Guard Down
Guard Down
vul·ner·a·ble, adj.
1. a. Susceptible to physical or emotional injury.b. Susceptible to attack: “We are vulnerable both by water and land, without either fleet or army” (Alexander Hamilton).c. Open to censure or criticism; assailable.
Letting my guard down has never been an easy thing for me. The few times I have, I found myself lost, hurt, confused and left having to pick up the pieces. I think this may be true for everyone. When dealing with another human being, there really are no promises-even when you do make promises. You can only control how you act, how you feel and what you will do-whatever the other person chooses is beyond your control. At the end of the day, the only thing you can really have is faith.
The first time I really felt vulnerable in my life was when I was 25. I was in a relationship with someone, who for the first time in my life, opened my mind to the idea that I could maybe spend the rest of my life with just one person. Before him, I hadn’t given marriage more than a second of thought ever. At the time, I was convinced that he and I were meant to be together. Convinced, on all levels and with no doubt in my mind or heart whatsoever. He felt the same way. We were perfect.

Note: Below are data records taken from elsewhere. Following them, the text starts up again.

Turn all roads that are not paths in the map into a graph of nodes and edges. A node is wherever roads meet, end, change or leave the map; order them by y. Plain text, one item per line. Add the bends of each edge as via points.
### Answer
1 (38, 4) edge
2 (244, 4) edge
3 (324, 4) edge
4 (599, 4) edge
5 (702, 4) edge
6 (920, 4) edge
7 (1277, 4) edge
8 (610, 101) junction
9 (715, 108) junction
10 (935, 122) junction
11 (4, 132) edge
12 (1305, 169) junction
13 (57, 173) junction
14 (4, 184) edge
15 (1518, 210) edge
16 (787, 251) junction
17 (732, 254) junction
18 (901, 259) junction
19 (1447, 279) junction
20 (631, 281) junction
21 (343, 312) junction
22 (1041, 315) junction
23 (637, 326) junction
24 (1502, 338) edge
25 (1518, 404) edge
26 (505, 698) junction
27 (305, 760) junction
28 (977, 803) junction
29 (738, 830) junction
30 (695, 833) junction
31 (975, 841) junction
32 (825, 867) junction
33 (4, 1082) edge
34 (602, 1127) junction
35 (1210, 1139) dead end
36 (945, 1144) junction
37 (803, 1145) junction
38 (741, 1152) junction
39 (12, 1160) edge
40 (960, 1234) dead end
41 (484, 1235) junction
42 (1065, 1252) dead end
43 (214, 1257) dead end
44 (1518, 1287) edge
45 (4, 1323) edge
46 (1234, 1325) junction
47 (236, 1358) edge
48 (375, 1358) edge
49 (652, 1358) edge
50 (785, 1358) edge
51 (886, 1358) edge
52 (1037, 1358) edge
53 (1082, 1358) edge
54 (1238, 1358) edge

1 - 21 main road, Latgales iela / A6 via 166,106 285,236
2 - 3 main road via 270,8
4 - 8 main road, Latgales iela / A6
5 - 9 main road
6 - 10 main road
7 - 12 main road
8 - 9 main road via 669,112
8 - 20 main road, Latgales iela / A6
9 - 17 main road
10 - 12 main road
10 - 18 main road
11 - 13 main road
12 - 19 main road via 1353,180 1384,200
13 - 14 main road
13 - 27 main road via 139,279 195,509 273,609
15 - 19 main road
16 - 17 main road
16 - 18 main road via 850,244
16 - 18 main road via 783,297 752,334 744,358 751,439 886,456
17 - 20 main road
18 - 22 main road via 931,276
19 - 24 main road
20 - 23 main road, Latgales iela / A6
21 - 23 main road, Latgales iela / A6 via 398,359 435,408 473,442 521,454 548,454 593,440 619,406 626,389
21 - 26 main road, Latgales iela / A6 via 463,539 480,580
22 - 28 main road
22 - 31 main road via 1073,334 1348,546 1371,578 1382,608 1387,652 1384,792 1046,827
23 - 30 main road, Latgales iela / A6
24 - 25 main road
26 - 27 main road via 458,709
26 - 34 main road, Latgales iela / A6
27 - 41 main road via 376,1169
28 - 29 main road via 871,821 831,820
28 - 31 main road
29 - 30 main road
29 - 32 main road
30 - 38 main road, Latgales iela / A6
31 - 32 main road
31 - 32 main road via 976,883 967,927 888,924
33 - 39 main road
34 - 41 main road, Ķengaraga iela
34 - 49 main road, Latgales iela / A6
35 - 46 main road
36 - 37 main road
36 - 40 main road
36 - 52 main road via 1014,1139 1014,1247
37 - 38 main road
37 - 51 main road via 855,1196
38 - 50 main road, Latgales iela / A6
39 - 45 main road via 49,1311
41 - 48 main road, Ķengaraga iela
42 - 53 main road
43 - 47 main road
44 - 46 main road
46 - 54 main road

And then he broke my heart. And the aftermath was horrendous. I’m not just talking about crying for a few days and going out and getting drunk-I went down to my high school/college weight of 103 pounds, I didn’t leave my room or my bed for 2 whole weeks, didn’t want to see anybody, struggled to take care of my daughter type of horrendous. I was crying until I felt like all emotion had been sucked out of me.
I went through all five steps of grieving- denial, anger, bargaining, depression and acceptance. It was horrible, but liberating. For the first time ever, I had my heart broken, and for the first time ever, I learned that I was not superwoman-and that I didn’t have to be.
Guard up was always just easier, and you would think that the heartbreak experience would have proved that, but what I really came to understand then was that yes, you can have your guard up all the time and protect yourself but you will never learn, never feel, never cry, never feel truly happy and never feel the wonderful, stomach in knots feeling of loving someone and hoping to God that he loves you too.
I still don’t like getting hurt, who does? But now I have lived and experienced enough to know that it is inevitable. I told my boyfriend the other day that we both need to realize that it is impossible that we will not disappoint each other at certain points in our relationship, but making sure it is not done intentionally, and communicating will help in a big way.
There are no guarantees in life, in love, in anything, but I learned how to let go of past hurt, past guilt and past issues in order to move forward and live with the sense of wonder and openness like each day is my first, and with love, compassion and a slight sense of abandon like every day is my last.